To tackle this problem, trenches 38a, 39a are formed in the first and second flange parts 38,39 of the impeller 43, respectively. The trenches 38a, 39a are recessed from and go around the circumferential surfaces of the first and second flange parts 38, 39, respectively. The trenches 38a, 39a reduces the contact area between the circumferential surfaces of the flange parts 38, 39 and the inner peripheral wall of the casing 12, thereby enabling avoidance of the above increase in friction resistance.

With the trenches 38a, 39a formed, the labyrinth effects can be obtained in the small spaces between the circumferential surfaces of the flange parts 38, 39 and the inner peripheral wall of the casing 12. As a result, reduction is contemplated in leakage from the high pressure side to the low pressure side through the small spaces, for example, leakage flow through a space between the second flange part 39 and the casing 12 toward the inlet 33 of the impeller.

As a result of the above, the centrifugal pump may be advantageous in improving its efficiency.

The shapes in section of the trenches 38a, 39a are not limited specifically, and may be any shapes. In view to obtaining the labyrinth effect, the trench may be formed only in the second flange part 39. Alternatively, it may be formed only in the first flange part 38. In this case, at least an effect of reducing the friction resistance can be obtained.

The trenches 38a, 39a may be formed in the impeller 41 as shown in FIG. 8 and the like. The arcs 42a of the impeller 42 as shown in FIG. 10 and the trenches 38a, 39a in the impeller 43 shown in FIG. 11 may be formed in combination.

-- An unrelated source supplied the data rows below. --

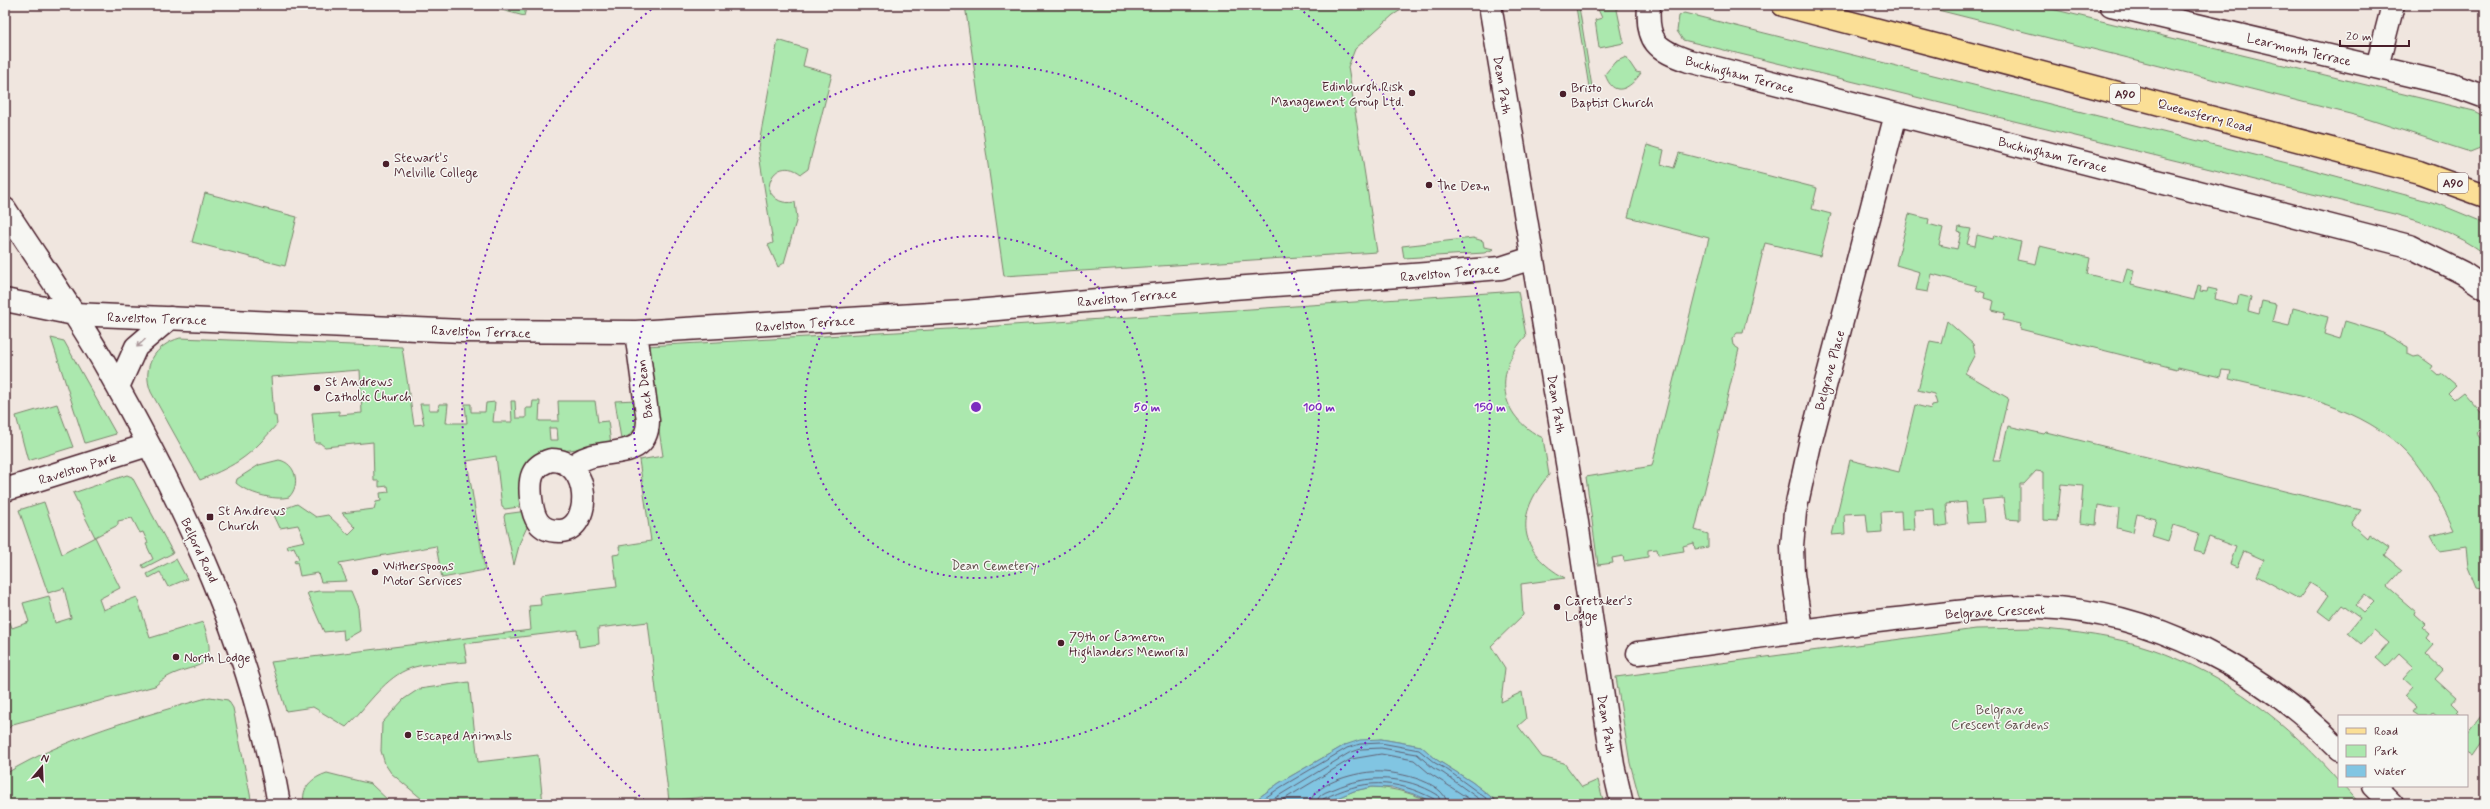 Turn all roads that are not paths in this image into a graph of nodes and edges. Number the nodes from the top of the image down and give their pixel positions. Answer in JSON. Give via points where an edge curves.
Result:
{"nodes":[{"id":1,"x":1490,"y":5,"type":"edge"},
{"id":2,"x":1649,"y":5,"type":"edge"},
{"id":3,"x":1783,"y":5,"type":"edge"},
{"id":4,"x":2111,"y":5,"type":"edge"},
{"id":5,"x":2393,"y":5,"type":"edge"},
{"id":6,"x":1830,"y":11,"type":"edge"},
{"id":7,"x":2377,"y":68,"type":"junction"},
{"id":8,"x":2485,"y":97,"type":"edge"},
{"id":9,"x":1896,"y":114,"type":"junction"},
{"id":10,"x":2485,"y":196,"type":"edge"},
{"id":11,"x":6,"y":218,"type":"edge"},
{"id":12,"x":1532,"y":258,"type":"junction"},
{"id":13,"x":2485,"y":288,"type":"edge"},
{"id":14,"x":5,"y":300,"type":"edge"},
{"id":15,"x":74,"y":314,"type":"junction"},
{"id":16,"x":170,"y":318,"type":"junction"},
{"id":17,"x":636,"y":332,"type":"junction"},
{"id":18,"x":118,"y":387,"type":"junction"},
{"id":19,"x":148,"y":445,"type":"junction"},
{"id":20,"x":573,"y":467,"type":"dead end"},
{"id":21,"x":5,"y":490,"type":"edge"},
{"id":22,"x":1801,"y":630,"type":"junction"},
{"id":23,"x":1638,"y":653,"type":"dead end"},
{"id":24,"x":2338,"y":748,"type":"edge"},
{"id":25,"x":2375,"y":787,"type":"edge"},
{"id":26,"x":279,"y":804,"type":"edge"},
{"id":27,"x":1622,"y":804,"type":"edge"},
{"id":28,"x":2392,"y":804,"type":"edge"}],
"edges":[{"from":1,"to":12,"type":"street","name":"Dean Path"},
{"from":2,"to":9,"type":"street","name":"Buckingham Terrace","via":[[1650,31],[1657,46],[1667,53],[1689,61]]},
{"from":3,"to":6,"type":"main road","name":"Queensferry Road","number":"A90"},
{"from":4,"to":7,"type":"street","name":"Learmonth Terrace"},
{"from":5,"to":7,"type":"street"},
{"from":6,"to":10,"type":"main road","name":"Queensferry Road","number":"A90","via":[[2419,172]]},
{"from":7,"to":8,"type":"street","name":"Learmonth Terrace","via":[[2452,86]]},
{"from":9,"to":13,"type":"street","name":"Buckingham Terrace","via":[[2409,246],[2463,273]]},
{"from":9,"to":22,"type":"street","name":"Belgrave Place","via":[[1798,497],[1792,560]]},
{"from":11,"to":15,"type":"street","name":"Belford Road"},
{"from":12,"to":17,"type":"street","name":"Ravelston Terrace","via":[[1501,268],[956,312]]},
{"from":12,"to":27,"type":"street","name":"Dean Path","via":[[1575,514],[1613,766]]},
{"from":14,"to":15,"type":"street","name":"Ravelston Terrace"},
{"from":15,"to":16,"type":"street","name":"Ravelston Terrace"},
{"from":15,"to":18,"type":"street","name":"Belford Road"},
{"from":16,"to":17,"type":"street","name":"Ravelston Terrace","via":[[463,331]]},
{"from":16,"to":18,"type":"street","one_way":true,"via":[[136,347]]},
{"from":17,"to":20,"type":"street","name":"Back Dean","via":[[648,421],[646,435],[630,450],[588,457]]},
{"from":18,"to":19,"type":"street","name":"Belford Road"},
{"from":19,"to":21,"type":"street","name":"Ravelston Park"},
{"from":19,"to":26,"type":"street","name":"Belford Road","via":[[210,569],[227,613],[260,713]]},
{"from":22,"to":23,"type":"street","name":"Belgrave Crescent"},
{"from":22,"to":24,"type":"street","name":"Belgrave Crescent","via":[[2015,608],[2058,608],[2131,621],[2180,639],[2261,682],[2310,721]]},
{"from":25,"to":28,"type":"street"}]} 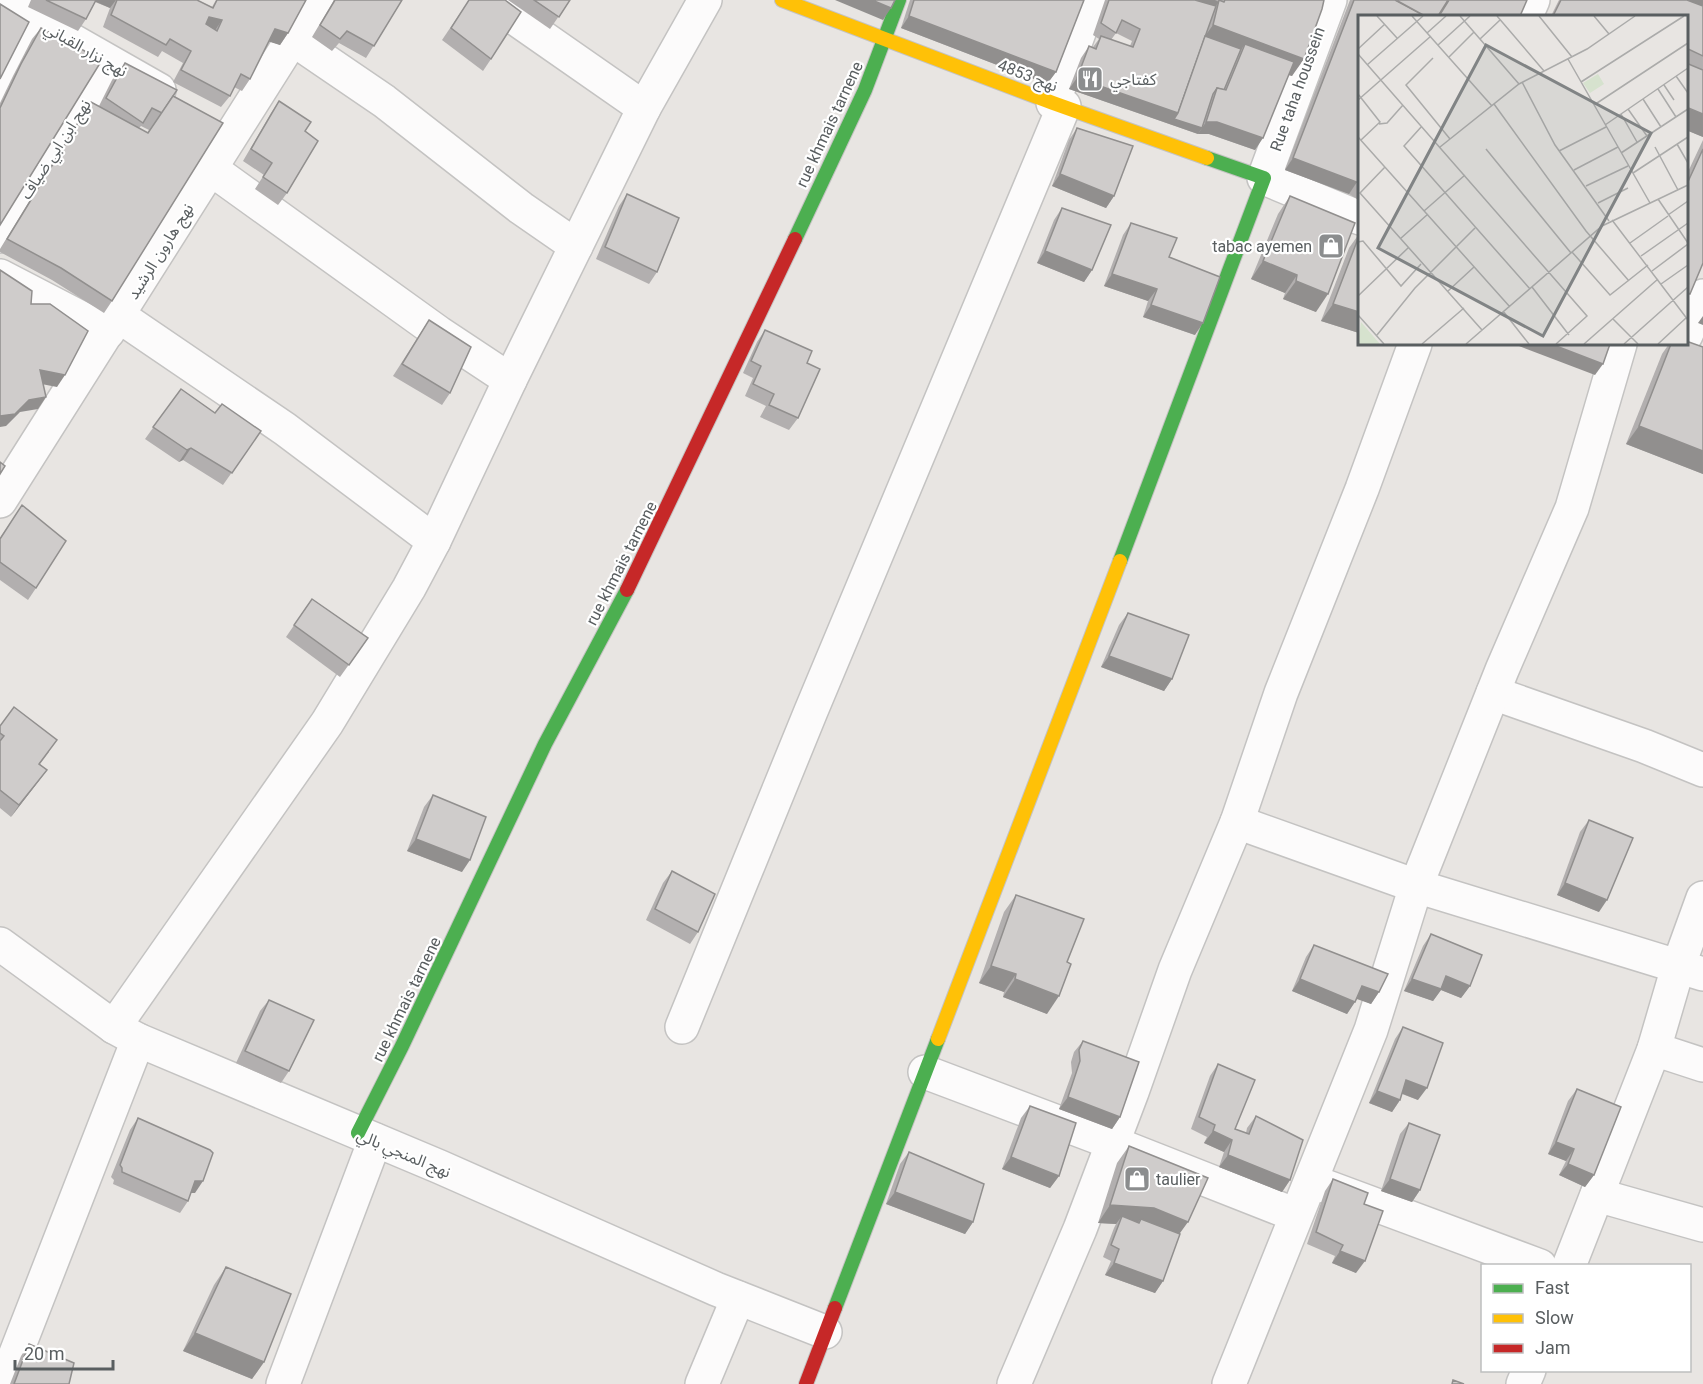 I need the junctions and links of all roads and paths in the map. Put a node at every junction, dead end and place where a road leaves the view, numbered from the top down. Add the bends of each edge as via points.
1 (1, 0) edge
2 (317, 0) edge
3 (489, 0) edge
4 (705, 0) edge
5 (782, 0) edge
6 (899, 0) edge
7 (1092, 0) edge
8 (1330, 0) edge
9 (1533, 0) edge
10 (1526, 15) edge
11 (37, 21) junction
12 (293, 39) junction
13 (884, 39) junction
14 (110, 63) junction
15 (0, 90) edge
16 (1058, 105) junction
17 (644, 108) junction
18 (235, 131) junction
19 (211, 169) junction
20 (1264, 178) junction
21 (1358, 218) edge
22 (0, 236) edge
23 (576, 246) junction
24 (0, 276) edge
25 (1703, 296) edge
26 (113, 324) junction
27 (1688, 335) edge
28 (1415, 345) edge
29 (1620, 345) edge
30 (510, 380) junction
31 (9, 466) edge
32 (0, 501) edge
33 (434, 541) junction
34 (1493, 693) junction
35 (1703, 770) edge
36 (1237, 822) junction
37 (1416, 886) junction
38 (1703, 898) edge
39 (0, 944) edge
40 (1690, 970) edge
41 (682, 1026) dead end
42 (126, 1034) junction
43 (1654, 1049) junction
44 (1703, 1065) edge
45 (925, 1072) junction
46 (366, 1137) junction
47 (1113, 1143) junction
48 (1310, 1180) junction
49 (1597, 1195) junction
50 (1296, 1215) junction
51 (1703, 1225) edge
52 (1535, 1264) edge
53 (1570, 1264) edge
54 (738, 1298) junction
55 (825, 1332) junction
56 (4, 1384) edge
57 (283, 1384) edge
58 (702, 1384) edge
59 (806, 1384) edge
60 (1014, 1384) edge
61 (1229, 1384) edge

1 - 11 street, نهج نزار القباني
2 - 12 street, نهج هارون الرشيد
3 - 17 street
4 - 17 street
5 - 13 street, نهج 4853
6 - 13 street, rue khmais tarnene
7 - 16 street
8 - 20 street, Rue taha houssein
9 - 10 street
11 - 14 street, نهج نزار القباني
11 - 15 street
12 - 18 street, نهج هارون الرشيد
12 - 23 street via 384,101
13 - 16 street, نهج 4853
13 - 46 street, rue khmais tarnene via 865,90 636,574 545,744 402,1046
14 - 18 street, نهج نزار القباني
14 - 22 street, نهج ابن ابي ضياف
16 - 20 street, نهج 4853
16 - 41 street
17 - 23 street
18 - 19 street, نهج هارون الرشيد
19 - 26 street, نهج هارون الرشيد
19 - 30 street
20 - 21 street
20 - 45 street
23 - 30 street
24 - 26 street
25 - 27 street
26 - 31 street, نهج هارون الرشيد
26 - 33 street via 285,429
28 - 36 street via 1281,693
29 - 34 street via 1572,508
30 - 33 street
31 - 32 street, نهج هارون الرشيد
33 - 42 street via 327,723
34 - 35 street
34 - 37 street
36 - 37 street
36 - 47 street via 1176,970
37 - 40 street
37 - 48 street via 1371,1029
38 - 40 street
39 - 42 street, نهج المنجي بالي
40 - 43 street
42 - 46 street, نهج المنجي بالي
42 - 56 street
43 - 44 street
43 - 49 street
45 - 47 street
45 - 55 street
46 - 54 street, نهج المنجي بالي
46 - 57 street
47 - 50 street
47 - 60 street
48 - 50 street
48 - 52 street
49 - 51 street
49 - 53 street
50 - 61 street
54 - 55 street, نهج المنجي بالي
54 - 58 street
55 - 59 street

Each of the impellers 11, 41, 42, 43 is installed in such a posture that the inlet 33 opens downward in the perpendicular direction, but the installation posture of each impeller is not limited by no means. For example, the impeller may be installed transversely so that the inlet faces transversely. The vertical direction in the above description is a direction for convenience' sake, and does not limit the actual installation direction.